§ **What is expected**
All of the entries below are to be copied without any alteration.
+--
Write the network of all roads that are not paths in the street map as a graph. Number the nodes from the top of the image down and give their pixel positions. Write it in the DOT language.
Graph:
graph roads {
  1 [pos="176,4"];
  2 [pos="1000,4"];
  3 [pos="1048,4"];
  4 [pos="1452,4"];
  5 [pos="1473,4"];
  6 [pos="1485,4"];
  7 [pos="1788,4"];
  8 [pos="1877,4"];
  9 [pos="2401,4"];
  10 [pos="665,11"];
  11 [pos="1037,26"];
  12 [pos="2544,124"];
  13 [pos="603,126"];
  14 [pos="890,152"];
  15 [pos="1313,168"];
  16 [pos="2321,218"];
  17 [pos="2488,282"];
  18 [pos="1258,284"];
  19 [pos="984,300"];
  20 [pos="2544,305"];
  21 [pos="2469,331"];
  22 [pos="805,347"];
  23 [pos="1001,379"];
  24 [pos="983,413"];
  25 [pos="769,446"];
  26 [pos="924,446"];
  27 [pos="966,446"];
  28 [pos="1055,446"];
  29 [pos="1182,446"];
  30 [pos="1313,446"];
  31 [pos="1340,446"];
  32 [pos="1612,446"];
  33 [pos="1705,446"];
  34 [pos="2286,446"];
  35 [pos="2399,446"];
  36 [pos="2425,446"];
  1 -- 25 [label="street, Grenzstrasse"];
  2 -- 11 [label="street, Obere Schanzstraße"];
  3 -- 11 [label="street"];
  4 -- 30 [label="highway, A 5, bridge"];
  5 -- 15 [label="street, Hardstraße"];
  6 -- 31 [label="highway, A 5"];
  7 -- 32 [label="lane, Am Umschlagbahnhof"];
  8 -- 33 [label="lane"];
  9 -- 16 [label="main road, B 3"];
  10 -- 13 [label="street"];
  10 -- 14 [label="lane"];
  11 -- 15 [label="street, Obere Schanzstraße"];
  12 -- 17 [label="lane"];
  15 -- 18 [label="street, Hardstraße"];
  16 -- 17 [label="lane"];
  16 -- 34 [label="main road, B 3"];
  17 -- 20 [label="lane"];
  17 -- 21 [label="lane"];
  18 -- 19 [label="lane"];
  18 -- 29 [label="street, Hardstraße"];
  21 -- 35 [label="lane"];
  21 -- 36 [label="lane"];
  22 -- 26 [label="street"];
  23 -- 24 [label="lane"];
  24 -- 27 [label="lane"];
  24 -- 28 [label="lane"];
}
+--
§ **Answer space**
Write the network of all roads that are not paths in the street map as a graph. Number the nodes from the top of the image down and give their pixel positions. Write it in the DOT language.
Graph:
graph roads {
  1 [pos="176,4"];
  2 [pos="1000,4"];
  3 [pos="1048,4"];
  4 [pos="1452,4"];
  5 [pos="1473,4"];
  6 [pos="1485,4"];
  7 [pos="1788,4"];
  8 [pos="1877,4"];
  9 [pos="2401,4"];
  10 [pos="665,11"];
  11 [pos="1037,26"];
  12 [pos="2544,124"];
  13 [pos="603,126"];
  14 [pos="890,152"];
  15 [pos="1313,168"];
  16 [pos="2321,218"];
  17 [pos="2488,282"];
  18 [pos="1258,284"];
  19 [pos="984,300"];
  20 [pos="2544,305"];
  21 [pos="2469,331"];
  22 [pos="805,347"];
  23 [pos="1001,379"];
  24 [pos="983,413"];
  25 [pos="769,446"];
  26 [pos="924,446"];
  27 [pos="966,446"];
  28 [pos="1055,446"];
  29 [pos="1182,446"];
  30 [pos="1313,446"];
  31 [pos="1340,446"];
  32 [pos="1612,446"];
  33 [pos="1705,446"];
  34 [pos="2286,446"];
  35 [pos="2399,446"];
  36 [pos="2425,446"];
  1 -- 25 [label="street, Grenzstrasse"];
  2 -- 11 [label="street, Obere Schanzstraße"];
  3 -- 11 [label="street"];
  4 -- 30 [label="highway, A 5, bridge"];
  5 -- 15 [label="street, Hardstraße"];
  6 -- 31 [label="highway, A 5"];
  7 -- 32 [label="lane, Am Umschlagbahnhof"];
  8 -- 33 [label="lane"];
  9 -- 16 [label="main road, B 3"];
  10 -- 13 [label="street"];
  10 -- 14 [label="lane"];
  11 -- 15 [label="street, Obere Schanzstraße"];
  12 -- 17 [label="lane"];
  15 -- 18 [label="street, Hardstraße"];
  16 -- 17 [label="lane"];
  16 -- 34 [label="main road, B 3"];
  17 -- 20 [label="lane"];
  17 -- 21 [label="lane"];
  18 -- 19 [label="lane"];
  18 -- 29 [label="street, Hardstraße"];
  21 -- 35 [label="lane"];
  21 -- 36 [label="lane"];
  22 -- 26 [label="street"];
  23 -- 24 [label="lane"];
  24 -- 27 [label="lane"];
  24 -- 28 [label="lane"];
}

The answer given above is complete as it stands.